Why? They feared a nuclear conflagration between the Soviets and US and the end of modern society as we know it. The same consequences are at stake for Israel today. The Hamas-Gaza government has sworn to wipe out Israel and drive its people into the sea.

That brings us to the boarding of the Mavi Marmara, the Free Gaza Movement ship which tried to run the Israeli blockade. Nine Arab supporters died in the incident which easily could have been avoided – by the Arabs – if their claim they carried no contraband was true.

The death toll is regrettable but as in almost every case whenever Arabs or their supporters are killed when engaged in militant anti-Israel action there is a hue and cry about the intensity of Israel in defending itself. The cries of concern are diluted by the fact there never is a similar outcry when the Jews are unprovoked victims of Arab gunmen, bombings and missile attacks.
But getting back to the recent blockade incident. The whole thing was designed by Arab extremists to draw attention to the three-year-old blockade because as we all know they could have gotten all the humanitarian supplies they wanted into Gaza if they had dropped the cargo off at an Israeli port for inspection. The rebels wanted an incident so they refused to do that, then when the Israeli forces boarded one ship they were attacked by Hamas-Gaza sympathizers.

Radio transmissions released by the Israelis and reported in the New York Daily News revealed how ‘humanitarian" those Hamas-Gaza sympathizers were on board the ship involved in the incident.

"Shut up, go back to Auschwitz," one voice declares belligerently in accented English during the six minutes of radio transmissions released by the Israel Defense Force. A short time later, another voice chimes in, "We're helping Arabs going against the U.S. Don't forget 9/11, guys."

The Israelis claim the audio is a complete, unedited version of the conversation between its navy and the half-dozen aid-carrying ships headed for Hamas-Gaza.

Now ask yourself this question: why would peaceful civilians armed with only knives and sling shots attack fully armed troops if they had nothing to hide? If they were on a peaceful mission, as they claimed?

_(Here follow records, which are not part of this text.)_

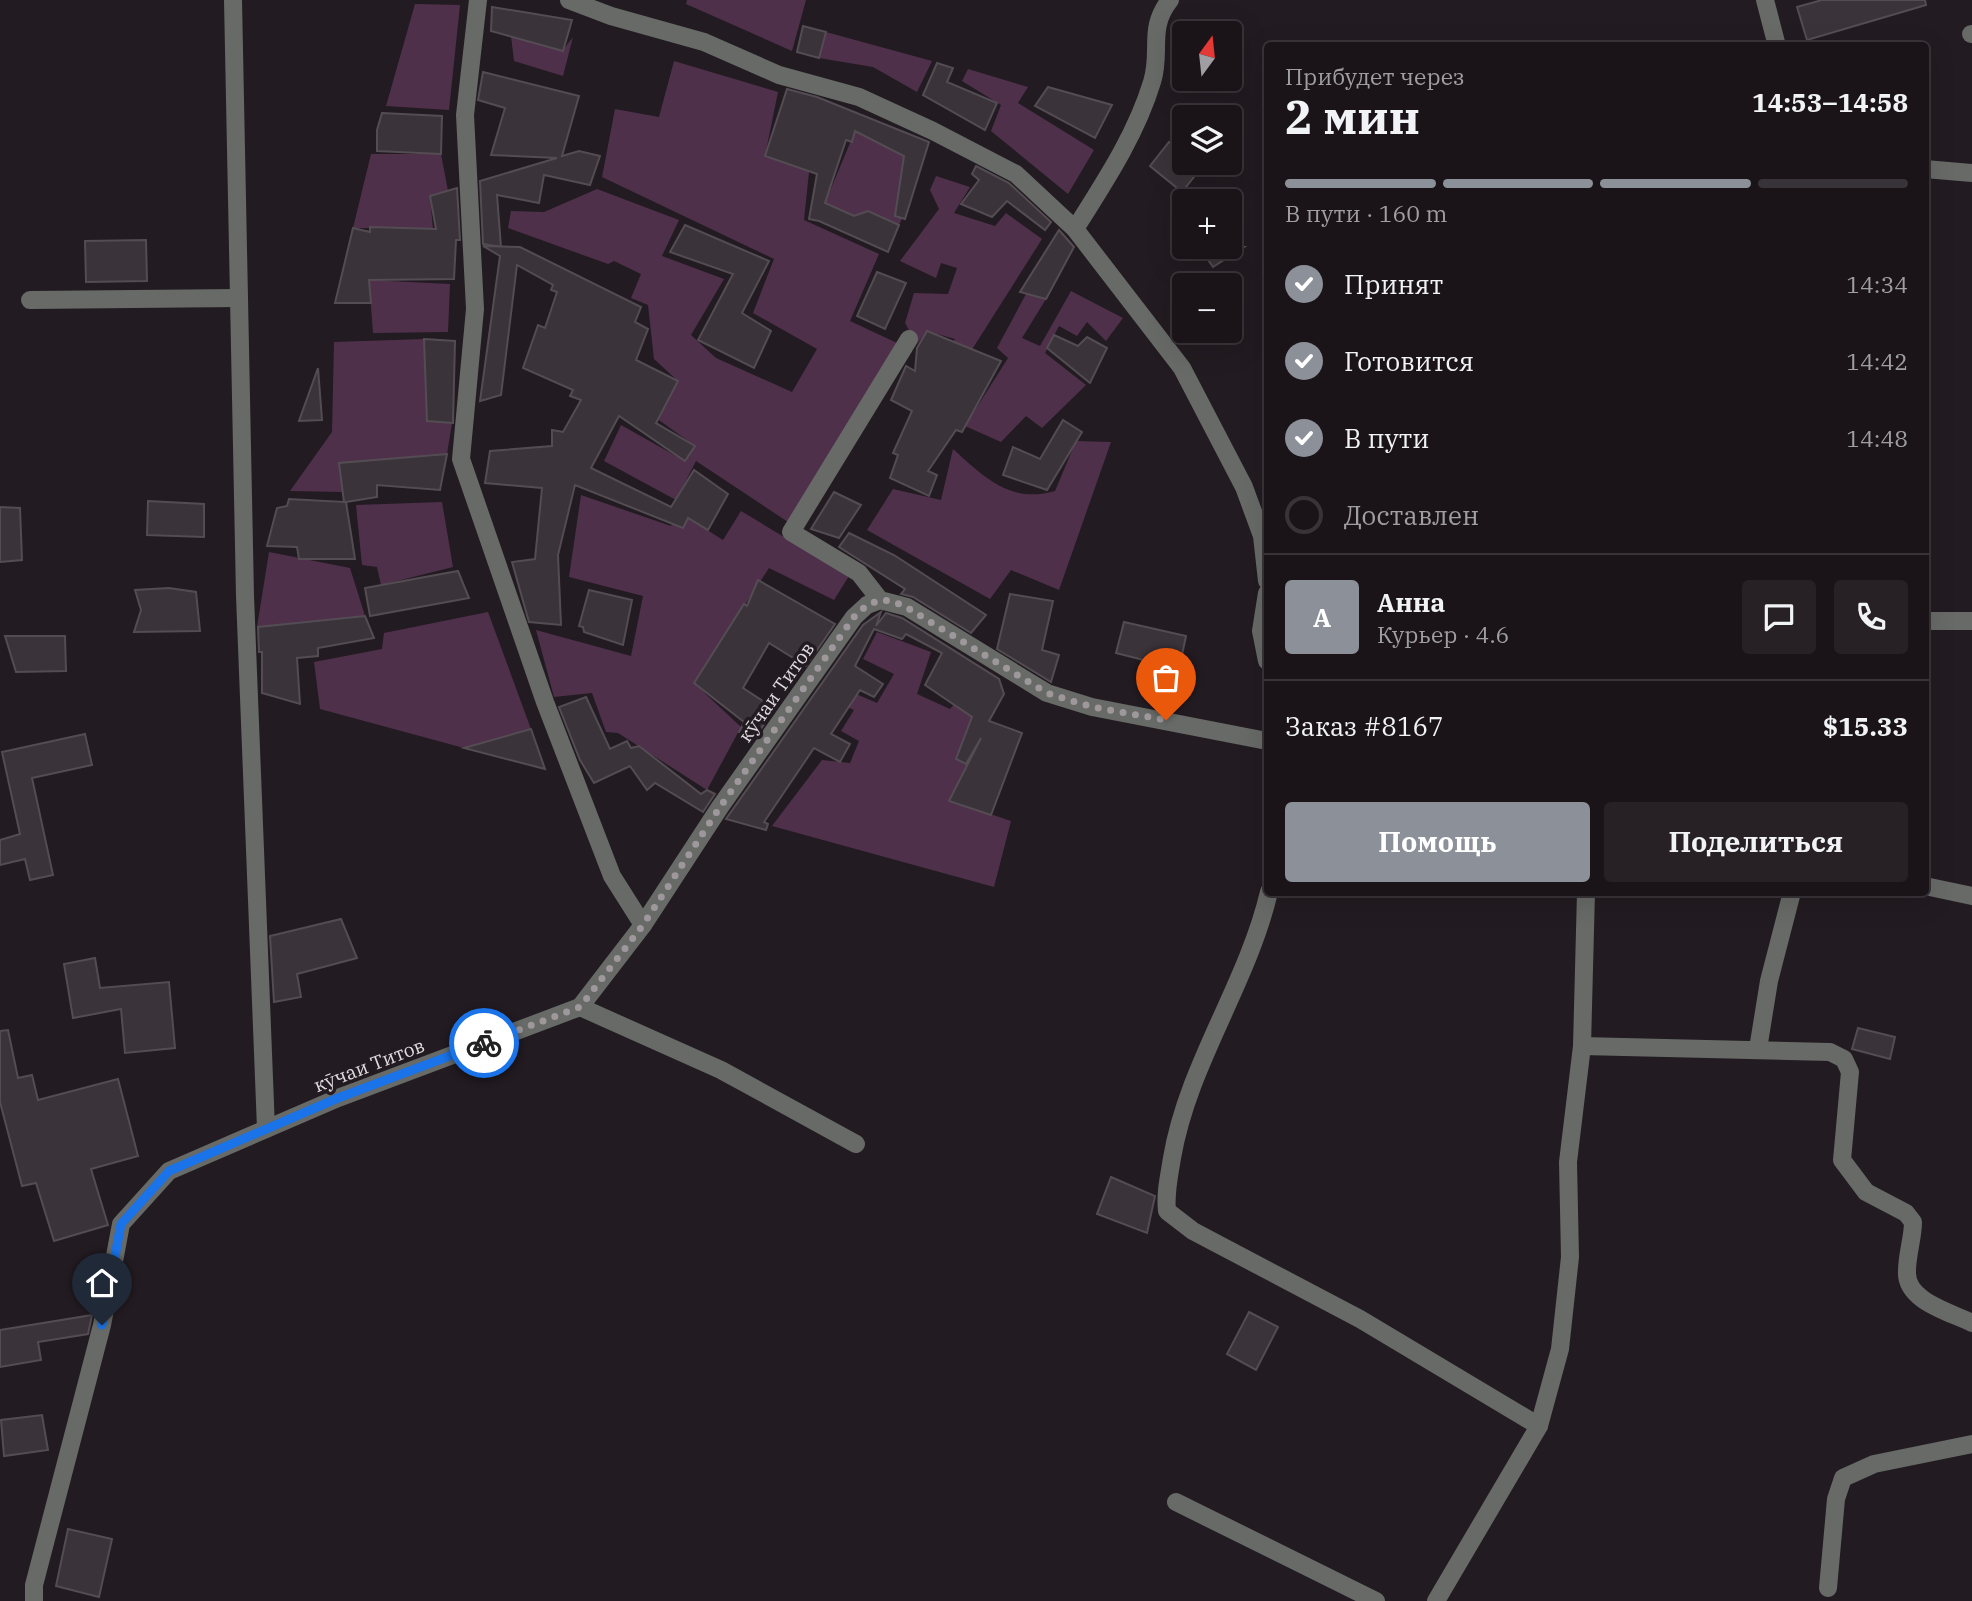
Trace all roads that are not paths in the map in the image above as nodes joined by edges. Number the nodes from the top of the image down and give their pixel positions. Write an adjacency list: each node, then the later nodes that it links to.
1 (233, 0): 10 (street)
2 (478, 0): 25 (street)
3 (569, 0): 9 (street)
4 (1170, 0): 9 (street)
5 (1765, 0): 6 (street)
6 (1776, 42)
7 (1929, 169): 8 (street)
8 (1972, 173)
9 (1075, 229): 13 (street)
10 (239, 298): 11 (street); 29 (street)
11 (30, 300)
12 (909, 339): 14 (street)
13 (1264, 554)
14 (880, 600): 19 (street); 25 (street, кӯчаи Титов)
15 (1264, 612): 18 (street)
16 (1929, 621): 17 (street)
17 (1972, 621)
18 (1264, 646)
19 (1264, 740)
20 (1929, 887): 24 (street)
21 (1268, 896): 32 (street)
22 (1586, 896): 27 (street)
23 (1791, 896): 28 (street)
24 (1972, 896)
25 (643, 925): 26 (street, кӯчаи Титов)
26 (580, 1007): 29 (street, кӯчаи Титов); 30 (street)
27 (1582, 1046): 28 (street); 32 (street)
28 (1758, 1049): 31 (street)
29 (266, 1129): 36 (street, кӯчаи Титов)
30 (856, 1144)
31 (1972, 1323)
32 (1539, 1426): 38 (street)
33 (1972, 1444): 35 (street)
34 (1176, 1502): 37 (street)
35 (1828, 1588)
36 (34, 1601)
37 (1377, 1601)
38 (1436, 1601)

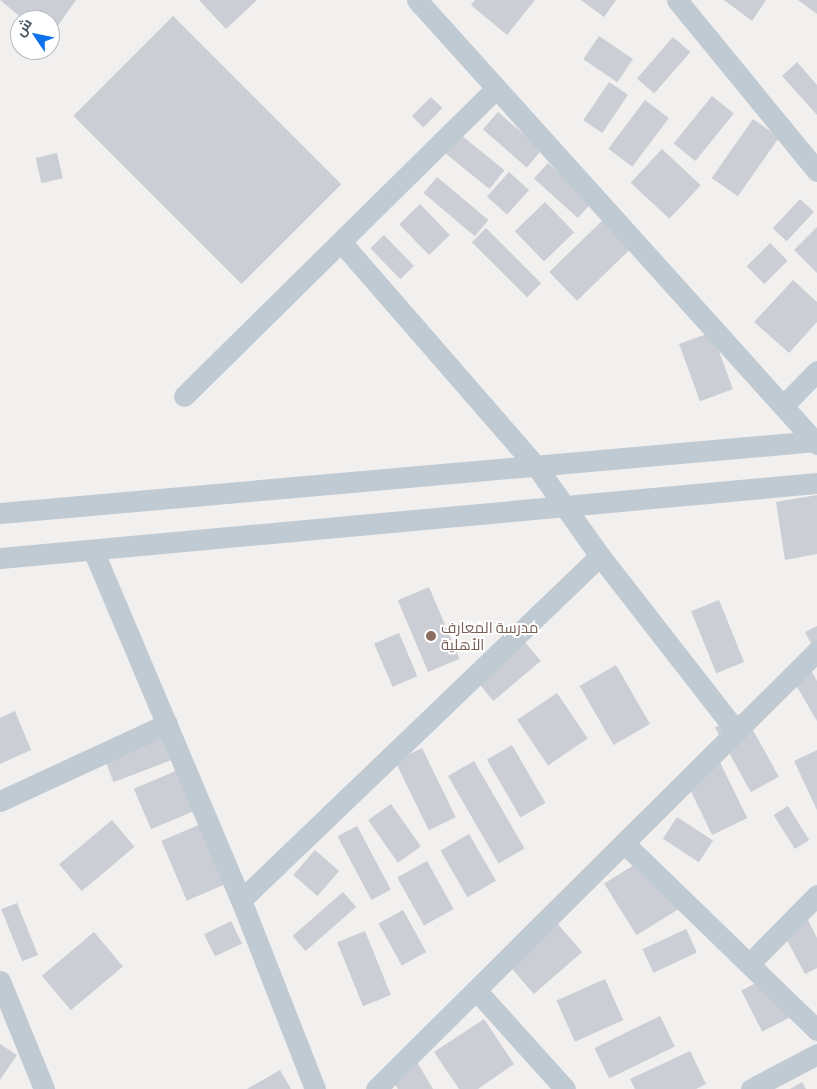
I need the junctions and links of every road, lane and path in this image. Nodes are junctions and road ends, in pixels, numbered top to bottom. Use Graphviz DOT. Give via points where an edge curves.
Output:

There is only one answer: Because they wanted an incident to be splashed on headlines throughout the world. They want naive outsiders to believe they are victims of brutality. Imagine back during the Cuban missile crisis when the US Navy blockaded Russian transports headed for Cuba. If they had boarded a Russian freighter and were attacked what do you think the Americans would have done? Lick their wounds and retreated or open fire to quell the attack?
I am not surprised to hear condemnation from Turkey and other Muslim countries and if fact I am not surprised to note anti-Israel rallies in Europe. Most of the rallies in Europe were orchestrated by Muslims living in those countries, as was the Washington rally.

Besides, the Europeans in my view are the most lily-livered of all peoples. I don't know how they ever managed to dominate the world for so many centuries prior to World War I, but lately they are the worst of wimps. They never intervened in Bosnia (in their backyard) until the US took the lead.

They mostly would not support the US in the Middle East and when they did, it was just token. They are craven and leave all the hard tasks up to others -- the US and Israel.

Instead of condemning Israel on this occasion why don't the western nations do something to stop Hamas missile attacks on Israel? That would end the blockade over night. I guess they think Jews are expendable, but Muslims have oil.
So given the circumstances I applaud the Israelis for taking their fate in their own hands and stopping these ships from entering Hamas-Gaza.

What the Arabs and the rest of the world does not know is that Israel has a secret weapon. As Golda Mier told the visiting then-Sen. Joseph Biden after Israel broke the Arab siege in the 1973, it is "We have nowhere else to go."

Once the Arabs get used to the idea that Israel is here to stay, the sooner there will be peace in the Middle East.